I know how difficult it can be to love yourself when you’ve never felt loved by the very people who were supposed to teach you what love looks like. Please, forgive them. They were doing their best. They didn’t know any better, and they still don’t.
I know how difficult it was for you to live in such an unstable home environment, where you were constantly trying to avoid the next argument. I know how much anxiety it has caused you, but please know that his anger was never your fault.
I know that you tried to overcompensate his instability by being overly happy all the time, and by becoming the person he wanted you to become, so that you could feel how proud of you he was. You kept pushing yourself to prove to him how worthy of love you were, but your efforts were never enough.
You have nothing to prove. There’s absolutely nothing wrong with you. He never loved you unconditionally because he’s in pain and he’s not brave enough to face himself. It’s not your job to fix him.
It’s not your responsibility to please everyone. It’s not your duty to exhaust yourself in order to fulfill everyone’s needs and wants. Your only duty is to take care of yourself and fill your own cup. That’s all.
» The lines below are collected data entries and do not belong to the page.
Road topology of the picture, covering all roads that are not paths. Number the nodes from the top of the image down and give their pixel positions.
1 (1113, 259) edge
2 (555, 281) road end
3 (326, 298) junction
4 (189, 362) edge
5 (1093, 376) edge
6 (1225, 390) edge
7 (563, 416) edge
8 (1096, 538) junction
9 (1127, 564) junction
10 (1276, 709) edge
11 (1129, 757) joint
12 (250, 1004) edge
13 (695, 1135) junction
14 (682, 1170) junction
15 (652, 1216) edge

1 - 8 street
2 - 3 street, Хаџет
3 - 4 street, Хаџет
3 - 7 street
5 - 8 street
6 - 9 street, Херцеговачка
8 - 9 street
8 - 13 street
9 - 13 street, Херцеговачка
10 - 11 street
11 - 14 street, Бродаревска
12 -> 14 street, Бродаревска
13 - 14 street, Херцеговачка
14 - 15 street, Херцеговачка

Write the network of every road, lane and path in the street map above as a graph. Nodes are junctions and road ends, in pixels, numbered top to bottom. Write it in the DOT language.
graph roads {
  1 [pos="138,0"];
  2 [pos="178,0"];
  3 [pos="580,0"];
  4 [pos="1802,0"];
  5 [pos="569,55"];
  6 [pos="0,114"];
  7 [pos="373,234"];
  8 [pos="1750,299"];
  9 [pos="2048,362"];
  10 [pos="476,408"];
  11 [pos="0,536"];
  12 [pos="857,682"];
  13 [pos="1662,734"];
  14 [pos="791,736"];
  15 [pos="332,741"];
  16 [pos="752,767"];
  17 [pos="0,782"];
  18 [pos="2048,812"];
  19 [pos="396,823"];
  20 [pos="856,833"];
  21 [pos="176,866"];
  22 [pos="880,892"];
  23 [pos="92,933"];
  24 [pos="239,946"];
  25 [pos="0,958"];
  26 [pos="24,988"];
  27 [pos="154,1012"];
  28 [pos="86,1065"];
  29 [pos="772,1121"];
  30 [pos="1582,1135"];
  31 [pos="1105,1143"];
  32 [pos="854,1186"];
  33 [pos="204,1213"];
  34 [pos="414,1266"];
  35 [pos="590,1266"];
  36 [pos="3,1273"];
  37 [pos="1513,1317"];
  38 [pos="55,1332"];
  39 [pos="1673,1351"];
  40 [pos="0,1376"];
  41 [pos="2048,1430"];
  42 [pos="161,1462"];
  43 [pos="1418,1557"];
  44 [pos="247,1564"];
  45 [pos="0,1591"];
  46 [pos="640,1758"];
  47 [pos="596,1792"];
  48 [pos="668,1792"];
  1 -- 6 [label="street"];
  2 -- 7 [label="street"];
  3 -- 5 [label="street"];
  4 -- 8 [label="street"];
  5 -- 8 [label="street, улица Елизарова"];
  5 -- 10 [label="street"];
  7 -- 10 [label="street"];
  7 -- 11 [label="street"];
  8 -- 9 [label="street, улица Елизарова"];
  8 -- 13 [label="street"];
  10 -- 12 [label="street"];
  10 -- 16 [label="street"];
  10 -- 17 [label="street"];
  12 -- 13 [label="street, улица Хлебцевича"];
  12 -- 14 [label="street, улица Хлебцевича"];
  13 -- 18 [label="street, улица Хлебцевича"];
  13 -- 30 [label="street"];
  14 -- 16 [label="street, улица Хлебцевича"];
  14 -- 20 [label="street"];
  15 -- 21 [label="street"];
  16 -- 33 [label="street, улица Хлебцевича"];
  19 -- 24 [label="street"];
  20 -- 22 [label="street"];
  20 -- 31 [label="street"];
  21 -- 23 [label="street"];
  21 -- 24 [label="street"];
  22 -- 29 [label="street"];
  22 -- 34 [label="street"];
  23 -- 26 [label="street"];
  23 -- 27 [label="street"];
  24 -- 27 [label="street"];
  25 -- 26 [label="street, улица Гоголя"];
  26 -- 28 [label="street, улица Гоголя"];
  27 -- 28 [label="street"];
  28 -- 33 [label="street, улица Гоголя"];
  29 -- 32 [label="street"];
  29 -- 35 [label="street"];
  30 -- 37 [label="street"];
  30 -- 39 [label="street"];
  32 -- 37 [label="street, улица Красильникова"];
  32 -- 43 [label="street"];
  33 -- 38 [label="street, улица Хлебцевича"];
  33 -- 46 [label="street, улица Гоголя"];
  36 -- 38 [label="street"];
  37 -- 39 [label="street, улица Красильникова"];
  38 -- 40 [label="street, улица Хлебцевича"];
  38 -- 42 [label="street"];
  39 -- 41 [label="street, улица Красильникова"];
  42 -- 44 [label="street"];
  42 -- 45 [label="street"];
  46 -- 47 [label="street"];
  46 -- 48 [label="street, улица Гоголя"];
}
I hope you find the courage within you to always remember that your worth is not based on others’ judgements and opinions, and that you don’t need to please anyone to be cherished and adored. I hope you always find the strength to love yourself and respect your emotional needs, even if you were not taught how to do it.
Thank you for your bravery. You kept smiling and being kind when you had so much to deal with. You made others feel seen and heard even when you were hurting.
I hope your heart will always remain open, even when it’s not treated with kindness. I love you.